> [TASK DESCRIPTION]
When you repeat the records, keep every word exact and drop each picture.

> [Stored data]
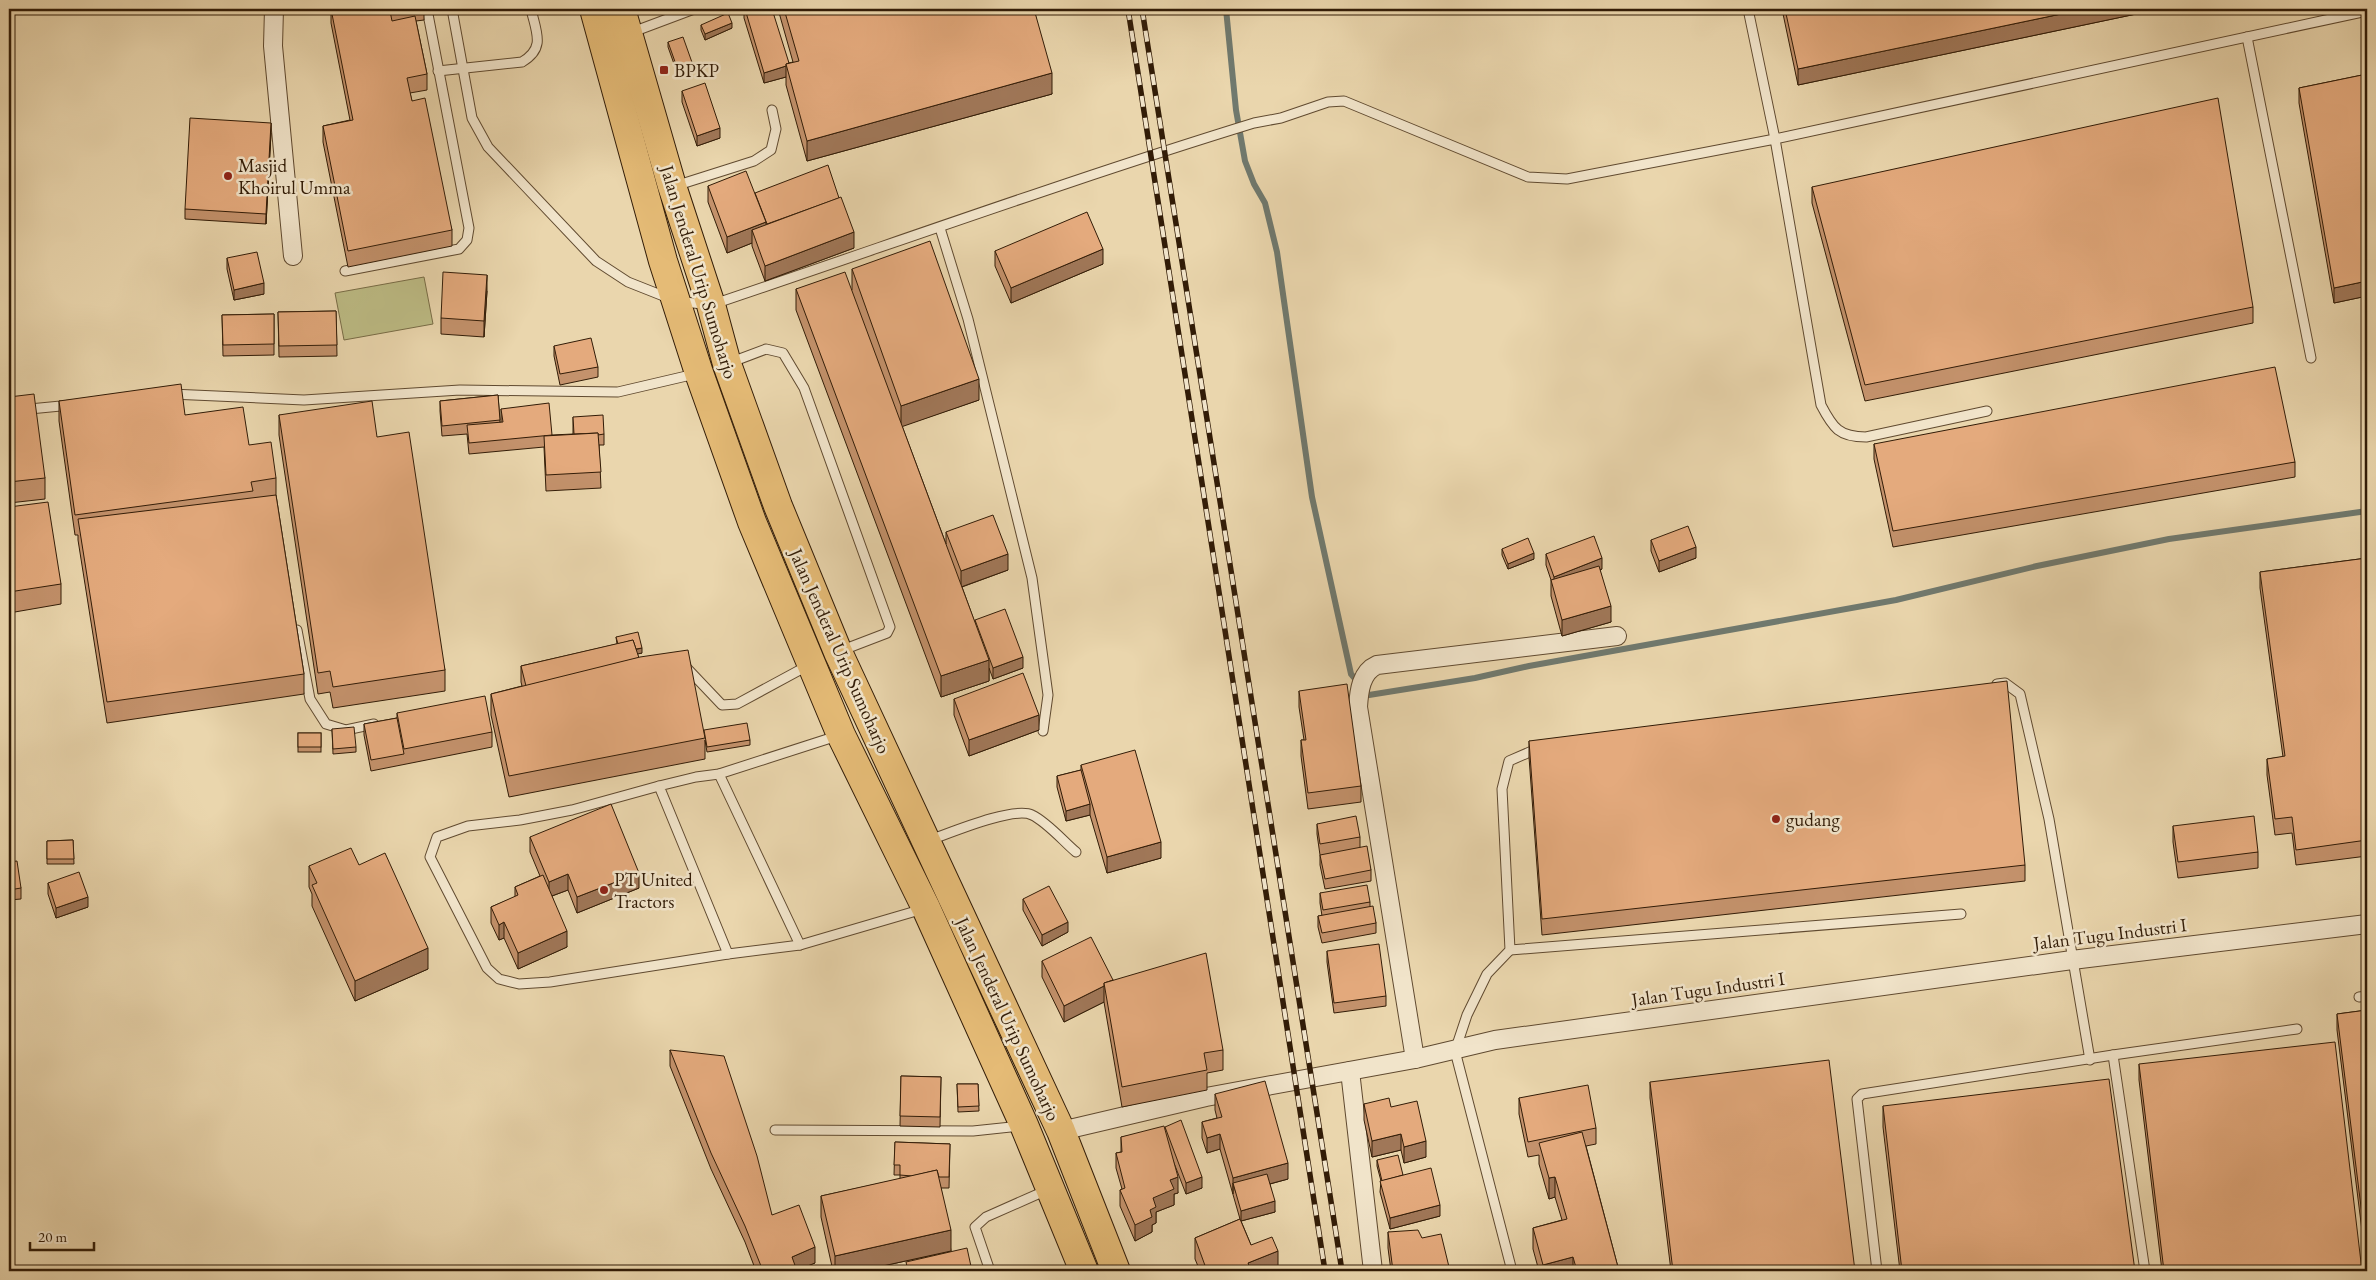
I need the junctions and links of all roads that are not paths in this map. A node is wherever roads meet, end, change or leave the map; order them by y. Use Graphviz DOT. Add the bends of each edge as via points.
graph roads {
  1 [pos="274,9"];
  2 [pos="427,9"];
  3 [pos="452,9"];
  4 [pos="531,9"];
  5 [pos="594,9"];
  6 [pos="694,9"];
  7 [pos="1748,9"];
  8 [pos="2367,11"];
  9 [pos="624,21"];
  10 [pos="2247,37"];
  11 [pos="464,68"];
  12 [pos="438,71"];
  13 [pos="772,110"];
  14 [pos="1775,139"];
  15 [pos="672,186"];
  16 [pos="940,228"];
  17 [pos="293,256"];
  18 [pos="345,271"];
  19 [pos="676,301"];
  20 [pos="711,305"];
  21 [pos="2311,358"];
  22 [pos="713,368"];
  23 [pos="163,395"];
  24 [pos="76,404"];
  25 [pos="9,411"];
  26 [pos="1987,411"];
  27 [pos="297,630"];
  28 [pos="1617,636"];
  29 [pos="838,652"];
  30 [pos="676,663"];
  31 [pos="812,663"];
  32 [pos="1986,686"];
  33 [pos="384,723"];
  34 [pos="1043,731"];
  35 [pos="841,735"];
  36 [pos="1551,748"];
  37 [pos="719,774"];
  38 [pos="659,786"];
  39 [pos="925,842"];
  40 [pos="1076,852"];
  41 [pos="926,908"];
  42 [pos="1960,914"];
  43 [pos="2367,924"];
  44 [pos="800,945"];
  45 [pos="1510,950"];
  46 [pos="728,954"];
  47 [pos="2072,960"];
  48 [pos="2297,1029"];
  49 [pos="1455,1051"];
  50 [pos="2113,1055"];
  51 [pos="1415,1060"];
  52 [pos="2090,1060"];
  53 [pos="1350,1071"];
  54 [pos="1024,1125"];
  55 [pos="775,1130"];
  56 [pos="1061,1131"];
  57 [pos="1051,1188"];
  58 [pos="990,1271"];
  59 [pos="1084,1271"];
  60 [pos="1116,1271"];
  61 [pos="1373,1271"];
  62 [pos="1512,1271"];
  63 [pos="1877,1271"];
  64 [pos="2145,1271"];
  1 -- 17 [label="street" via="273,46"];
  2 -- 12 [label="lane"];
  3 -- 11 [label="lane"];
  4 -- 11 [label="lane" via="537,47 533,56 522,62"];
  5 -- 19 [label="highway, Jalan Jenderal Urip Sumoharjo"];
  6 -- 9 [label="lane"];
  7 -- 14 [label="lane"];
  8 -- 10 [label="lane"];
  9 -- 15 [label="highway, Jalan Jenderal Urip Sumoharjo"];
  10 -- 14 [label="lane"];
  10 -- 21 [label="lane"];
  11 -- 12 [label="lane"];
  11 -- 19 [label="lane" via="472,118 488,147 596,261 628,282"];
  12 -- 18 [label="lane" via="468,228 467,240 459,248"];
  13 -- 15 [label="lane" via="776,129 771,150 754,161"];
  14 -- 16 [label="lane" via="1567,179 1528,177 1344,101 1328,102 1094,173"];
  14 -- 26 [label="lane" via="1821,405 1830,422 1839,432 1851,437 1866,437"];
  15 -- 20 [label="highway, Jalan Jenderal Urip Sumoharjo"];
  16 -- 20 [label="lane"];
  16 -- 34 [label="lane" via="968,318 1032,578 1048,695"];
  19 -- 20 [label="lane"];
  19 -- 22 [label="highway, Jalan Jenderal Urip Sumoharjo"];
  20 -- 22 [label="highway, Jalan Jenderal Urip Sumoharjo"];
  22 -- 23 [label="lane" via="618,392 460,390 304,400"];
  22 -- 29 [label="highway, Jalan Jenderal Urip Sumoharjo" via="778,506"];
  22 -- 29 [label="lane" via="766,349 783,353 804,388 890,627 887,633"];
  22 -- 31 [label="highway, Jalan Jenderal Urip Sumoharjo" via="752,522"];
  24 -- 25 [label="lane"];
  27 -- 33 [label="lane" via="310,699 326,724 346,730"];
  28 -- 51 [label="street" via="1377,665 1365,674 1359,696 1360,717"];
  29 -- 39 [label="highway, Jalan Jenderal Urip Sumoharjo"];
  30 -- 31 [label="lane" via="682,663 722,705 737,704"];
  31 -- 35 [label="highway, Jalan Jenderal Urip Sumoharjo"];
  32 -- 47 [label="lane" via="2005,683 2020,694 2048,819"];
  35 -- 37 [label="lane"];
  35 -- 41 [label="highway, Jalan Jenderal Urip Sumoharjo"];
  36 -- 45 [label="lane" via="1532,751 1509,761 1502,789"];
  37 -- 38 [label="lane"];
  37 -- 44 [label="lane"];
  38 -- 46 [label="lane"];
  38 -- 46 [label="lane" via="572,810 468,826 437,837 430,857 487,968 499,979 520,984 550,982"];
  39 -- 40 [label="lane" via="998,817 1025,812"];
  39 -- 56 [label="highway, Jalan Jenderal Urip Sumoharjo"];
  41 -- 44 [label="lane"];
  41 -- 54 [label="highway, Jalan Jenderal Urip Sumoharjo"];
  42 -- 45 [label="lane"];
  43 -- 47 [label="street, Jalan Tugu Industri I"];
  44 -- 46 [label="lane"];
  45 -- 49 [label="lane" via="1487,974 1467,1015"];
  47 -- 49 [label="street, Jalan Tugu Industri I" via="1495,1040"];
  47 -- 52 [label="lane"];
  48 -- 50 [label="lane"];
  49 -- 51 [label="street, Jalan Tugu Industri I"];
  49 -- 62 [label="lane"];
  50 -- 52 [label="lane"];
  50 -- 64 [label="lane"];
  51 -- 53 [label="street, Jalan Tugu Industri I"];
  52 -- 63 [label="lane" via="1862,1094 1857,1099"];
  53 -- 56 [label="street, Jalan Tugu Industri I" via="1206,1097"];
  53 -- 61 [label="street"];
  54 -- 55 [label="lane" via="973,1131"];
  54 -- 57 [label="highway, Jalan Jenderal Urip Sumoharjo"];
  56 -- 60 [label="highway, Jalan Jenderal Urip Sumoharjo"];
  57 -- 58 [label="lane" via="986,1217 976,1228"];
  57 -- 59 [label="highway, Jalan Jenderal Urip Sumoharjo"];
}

> [RESPONSE TO THIS TASK]
I need the junctions and links of all roads that are not paths in this map. A node is wherever roads meet, end, change or leave the map; order them by y. Use Graphviz DOT. Add the bends of each edge as via points.
graph roads {
  1 [pos="274,9"];
  2 [pos="427,9"];
  3 [pos="452,9"];
  4 [pos="531,9"];
  5 [pos="594,9"];
  6 [pos="694,9"];
  7 [pos="1748,9"];
  8 [pos="2367,11"];
  9 [pos="624,21"];
  10 [pos="2247,37"];
  11 [pos="464,68"];
  12 [pos="438,71"];
  13 [pos="772,110"];
  14 [pos="1775,139"];
  15 [pos="672,186"];
  16 [pos="940,228"];
  17 [pos="293,256"];
  18 [pos="345,271"];
  19 [pos="676,301"];
  20 [pos="711,305"];
  21 [pos="2311,358"];
  22 [pos="713,368"];
  23 [pos="163,395"];
  24 [pos="76,404"];
  25 [pos="9,411"];
  26 [pos="1987,411"];
  27 [pos="297,630"];
  28 [pos="1617,636"];
  29 [pos="838,652"];
  30 [pos="676,663"];
  31 [pos="812,663"];
  32 [pos="1986,686"];
  33 [pos="384,723"];
  34 [pos="1043,731"];
  35 [pos="841,735"];
  36 [pos="1551,748"];
  37 [pos="719,774"];
  38 [pos="659,786"];
  39 [pos="925,842"];
  40 [pos="1076,852"];
  41 [pos="926,908"];
  42 [pos="1960,914"];
  43 [pos="2367,924"];
  44 [pos="800,945"];
  45 [pos="1510,950"];
  46 [pos="728,954"];
  47 [pos="2072,960"];
  48 [pos="2297,1029"];
  49 [pos="1455,1051"];
  50 [pos="2113,1055"];
  51 [pos="1415,1060"];
  52 [pos="2090,1060"];
  53 [pos="1350,1071"];
  54 [pos="1024,1125"];
  55 [pos="775,1130"];
  56 [pos="1061,1131"];
  57 [pos="1051,1188"];
  58 [pos="990,1271"];
  59 [pos="1084,1271"];
  60 [pos="1116,1271"];
  61 [pos="1373,1271"];
  62 [pos="1512,1271"];
  63 [pos="1877,1271"];
  64 [pos="2145,1271"];
  1 -- 17 [label="street" via="273,46"];
  2 -- 12 [label="lane"];
  3 -- 11 [label="lane"];
  4 -- 11 [label="lane" via="537,47 533,56 522,62"];
  5 -- 19 [label="highway, Jalan Jenderal Urip Sumoharjo"];
  6 -- 9 [label="lane"];
  7 -- 14 [label="lane"];
  8 -- 10 [label="lane"];
  9 -- 15 [label="highway, Jalan Jenderal Urip Sumoharjo"];
  10 -- 14 [label="lane"];
  10 -- 21 [label="lane"];
  11 -- 12 [label="lane"];
  11 -- 19 [label="lane" via="472,118 488,147 596,261 628,282"];
  12 -- 18 [label="lane" via="468,228 467,240 459,248"];
  13 -- 15 [label="lane" via="776,129 771,150 754,161"];
  14 -- 16 [label="lane" via="1567,179 1528,177 1344,101 1328,102 1094,173"];
  14 -- 26 [label="lane" via="1821,405 1830,422 1839,432 1851,437 1866,437"];
  15 -- 20 [label="highway, Jalan Jenderal Urip Sumoharjo"];
  16 -- 20 [label="lane"];
  16 -- 34 [label="lane" via="968,318 1032,578 1048,695"];
  19 -- 20 [label="lane"];
  19 -- 22 [label="highway, Jalan Jenderal Urip Sumoharjo"];
  20 -- 22 [label="highway, Jalan Jenderal Urip Sumoharjo"];
  22 -- 23 [label="lane" via="618,392 460,390 304,400"];
  22 -- 29 [label="highway, Jalan Jenderal Urip Sumoharjo" via="778,506"];
  22 -- 29 [label="lane" via="766,349 783,353 804,388 890,627 887,633"];
  22 -- 31 [label="highway, Jalan Jenderal Urip Sumoharjo" via="752,522"];
  24 -- 25 [label="lane"];
  27 -- 33 [label="lane" via="310,699 326,724 346,730"];
  28 -- 51 [label="street" via="1377,665 1365,674 1359,696 1360,717"];
  29 -- 39 [label="highway, Jalan Jenderal Urip Sumoharjo"];
  30 -- 31 [label="lane" via="682,663 722,705 737,704"];
  31 -- 35 [label="highway, Jalan Jenderal Urip Sumoharjo"];
  32 -- 47 [label="lane" via="2005,683 2020,694 2048,819"];
  35 -- 37 [label="lane"];
  35 -- 41 [label="highway, Jalan Jenderal Urip Sumoharjo"];
  36 -- 45 [label="lane" via="1532,751 1509,761 1502,789"];
  37 -- 38 [label="lane"];
  37 -- 44 [label="lane"];
  38 -- 46 [label="lane"];
  38 -- 46 [label="lane" via="572,810 468,826 437,837 430,857 487,968 499,979 520,984 550,982"];
  39 -- 40 [label="lane" via="998,817 1025,812"];
  39 -- 56 [label="highway, Jalan Jenderal Urip Sumoharjo"];
  41 -- 44 [label="lane"];
  41 -- 54 [label="highway, Jalan Jenderal Urip Sumoharjo"];
  42 -- 45 [label="lane"];
  43 -- 47 [label="street, Jalan Tugu Industri I"];
  44 -- 46 [label="lane"];
  45 -- 49 [label="lane" via="1487,974 1467,1015"];
  47 -- 49 [label="street, Jalan Tugu Industri I" via="1495,1040"];
  47 -- 52 [label="lane"];
  48 -- 50 [label="lane"];
  49 -- 51 [label="street, Jalan Tugu Industri I"];
  49 -- 62 [label="lane"];
  50 -- 52 [label="lane"];
  50 -- 64 [label="lane"];
  51 -- 53 [label="street, Jalan Tugu Industri I"];
  52 -- 63 [label="lane" via="1862,1094 1857,1099"];
  53 -- 56 [label="street, Jalan Tugu Industri I" via="1206,1097"];
  53 -- 61 [label="street"];
  54 -- 55 [label="lane" via="973,1131"];
  54 -- 57 [label="highway, Jalan Jenderal Urip Sumoharjo"];
  56 -- 60 [label="highway, Jalan Jenderal Urip Sumoharjo"];
  57 -- 58 [label="lane" via="986,1217 976,1228"];
  57 -- 59 [label="highway, Jalan Jenderal Urip Sumoharjo"];
}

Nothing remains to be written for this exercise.